Hylozoic by Rudy Rucker, 2009.

The first time I read this author, one of the considerations for the Hugo voting in a couple of months. Doesn't deserve to be on the shortlist, by a long shot. Strange, occasionally interesting, but mostly incoherent. A sequel to an earlier work which I haven't read, but even with that as a proviso for not understanding everything, it rapidly becomes clear the author is just throwing things into the narrative arbitrarily. It's a postsingular society, aliens intervene, the religious right all enmasse instantly to be enslaved by aliens---the whole thing was at best a few drafts away from actually deserving publication, and it's made me strongly inclined not to read any more of Rucker's stuff. The plot is utterly insane, a large host of things that happen unbelievable, the characterization very weak and the prose barely competent. A struggle to finish. Easily the worst science fiction book from 2009 I've yet read. Much worse than Secret Son.

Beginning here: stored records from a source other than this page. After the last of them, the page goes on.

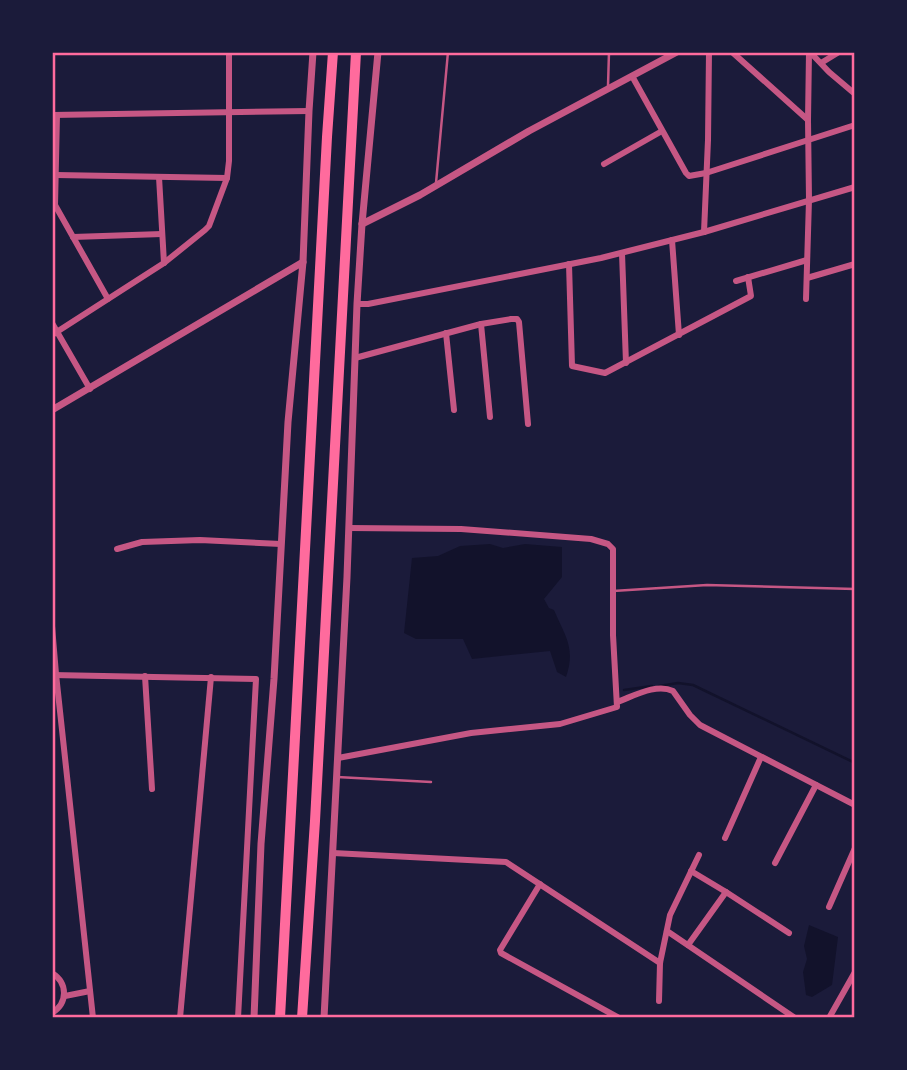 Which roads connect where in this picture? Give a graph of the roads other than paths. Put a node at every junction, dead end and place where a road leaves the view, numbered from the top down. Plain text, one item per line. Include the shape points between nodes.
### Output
1 (229, 52) edge
2 (313, 52) edge
3 (333, 52) edge
4 (356, 52) edge
5 (378, 52) edge
6 (448, 52) edge
7 (609, 52) edge
8 (677, 52) edge
9 (709, 52) edge
10 (733, 52) edge
11 (810, 52) edge
12 (839, 52) edge
13 (821, 63) junction
14 (632, 76) junction
15 (608, 89) junction
16 (855, 94) edge
17 (309, 111) junction
18 (229, 113) junction
19 (55, 115) edge
20 (808, 120) junction
21 (855, 125) edge
22 (662, 131) junction
23 (808, 141) junction
24 (604, 164) dead end
25 (706, 173) junction
26 (55, 175) junction
27 (159, 177) junction
28 (227, 178) junction
29 (435, 186) junction
30 (855, 187) edge
31 (809, 200) junction
32 (54, 205) edge
33 (362, 224) junction
34 (704, 232) junction
35 (162, 234) junction
36 (73, 237) junction
37 (673, 240) junction
38 (622, 253) junction
39 (807, 260) junction
40 (164, 262) junction
41 (303, 262) junction
42 (569, 264) junction
43 (855, 264) edge
44 (748, 277) junction
45 (807, 278) junction
46 (736, 281) dead end
47 (108, 299) junction
48 (806, 299) dead end
49 (357, 304) junction
50 (52, 323) edge
51 (481, 324) junction
52 (55, 333) edge
53 (446, 333) junction
54 (679, 335) junction
55 (355, 358) junction
56 (626, 363) junction
57 (90, 389) junction
58 (454, 410) dead end
59 (52, 411) edge
60 (490, 417) dead end
61 (528, 424) dead end
62 (349, 528) junction
63 (281, 544) junction
64 (117, 549) dead end
65 (855, 589) edge
66 (613, 591) junction
67 (52, 625) edge
68 (54, 674) edge
69 (145, 676) junction
70 (211, 677) junction
71 (617, 702) junction
72 (761, 757) junction
73 (338, 758) junction
74 (337, 777) junction
75 (431, 782) dead end
76 (816, 785) junction
77 (152, 789) dead end
78 (855, 804) edge
79 (724, 838) dead end
80 (855, 848) edge
81 (333, 853) junction
82 (699, 855) dead end
83 (775, 863) dead end
84 (691, 871) junction
85 (540, 884) junction
86 (726, 892) junction
87 (829, 907) dead end
88 (667, 931) junction
89 (789, 933) dead end
90 (688, 945) junction
91 (660, 963) junction
92 (855, 972) edge
93 (52, 973) edge
94 (90, 991) junction
95 (65, 996) junction
96 (659, 1001) dead end
97 (52, 1013) edge
98 (93, 1017) edge
99 (180, 1017) edge
100 (238, 1017) edge
101 (254, 1017) edge
102 (280, 1017) edge
103 (302, 1017) edge
104 (324, 1017) edge
105 (619, 1017) edge
106 (795, 1017) edge
107 (829, 1017) edge

1 - 18 street
2 - 17 street
3 - 102 highway
4 - 103 highway
5 - 33 street
6 - 29 lane
7 - 15 lane
8 - 14 street
9 - 25 street
10 - 20 street
11 - 13 street
11 - 20 street
12 - 13 street
13 - 16 street
14 - 15 street
14 - 22 street
15 - 29 street
17 - 18 street
17 - 41 street
18 - 19 street
18 - 28 street
19 - 26 street
20 - 23 street
21 - 23 street
22 - 24 street
22 - 25 street via 687,175
23 - 25 street
23 - 31 street
25 - 34 street
26 - 27 street
26 - 32 street
27 - 28 street
27 - 35 street
28 - 40 street via 209,226
29 - 33 street
30 - 31 street
31 - 34 street
31 - 39 street
32 - 36 street
33 - 49 street
34 - 37 street
35 - 36 street
35 - 40 street
36 - 47 street
37 - 38 street
37 - 54 street
38 - 42 street
38 - 56 street
39 - 44 street
39 - 45 street
40 - 47 street
41 - 57 street
41 - 63 street
42 - 49 street
42 - 56 street via 572,366 606,373
43 - 45 street
44 - 46 street
44 - 54 street via 751,296
45 - 48 street
47 - 52 street
49 - 55 street
50 - 52 street
51 - 53 street
51 - 60 street
51 - 61 street via 519,322
52 - 57 street
53 - 55 street
53 - 58 street
54 - 56 street
55 - 62 street
57 - 59 street
62 - 66 street via 461,529 592,539 613,549
62 - 73 street
63 - 64 street via 200,540 142,542
63 - 101 street
65 - 66 lane via 707,586
66 - 71 street
67 - 68 street
68 - 69 street
68 - 94 street
69 - 70 street
69 - 77 street
70 - 99 street
70 - 100 street via 256,678
71 - 72 street via 657,688 670,689 700,726
71 - 73 street via 617,707 560,724 471,733
72 - 76 street
72 - 79 street
73 - 74 street
74 - 75 lane
74 - 81 street
76 - 78 street
76 - 83 street
80 - 87 street
81 - 85 street via 506,862
81 - 104 street
82 - 84 street
84 - 86 street
84 - 88 street
85 - 91 street
85 - 105 street via 501,953
86 - 89 street
86 - 90 street
88 - 90 street
88 - 91 street
90 - 106 street
91 - 96 street
92 - 107 street
93 - 95 street via 59,978
94 - 95 street
94 - 98 street
95 - 97 street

I've grown a lot more tolerant of fantasy over the past year, but I still orient towards science fiction for the most part. Certainly it's possible to tell a great story in either genre, but what science fiction offers implicitly more of is scale, a big picture. As a genre, it's not merely an invitation to a particular story or a certain series of events. It's instead a way to picture our future, the changes and alterations of the planet. Not simply to invent a character and have them run on their way, but to picture the changes that will impact on everyone. Certainly the singularity brings this concept in centrally--imagining vastly accelerated rate of technological development, and the manifold change in the definition of the human that can result. Rucker's failing isn't just that he reworks a scenario done in a vastly more interesting style in the past several decades--think of Marooned in Realtime, Accelerando, Diaspora--but that he actively undercuts the scale that most scifi and implicitly singularity scifi demands.

The people that matter in Hylozoic are a small collection of inventors, spouses of inventors and related community that were responsible for developing the main technology initially. They have their adventures, in time are victorious with a huge reset button that literally whisks the aliens away, and the whole fate of Earth is all about them. Their lives are the centers for massive reality television (since they apparently need the money, despite all this new miracle tech that they themselves developed) but while the populace at large is enthralled over who is sleeping with who, the disclosure of technologically advanced and hostile aliens raises no real concerns. There's not even social satire going on here, Rucker just apparently finds it convenient to go with the main population as insultingly useless. There's a half page after the main crisis is over describing how, in response to every government in the planet collaborating enthusiastically with the aliens, the people get rid of elected government and start applying a more utopian direct democracy. It's a conclusion so far out of field with everything that's happened previously, an covered in such a brief analysis, that the term deus ex machina doesn't even cover it.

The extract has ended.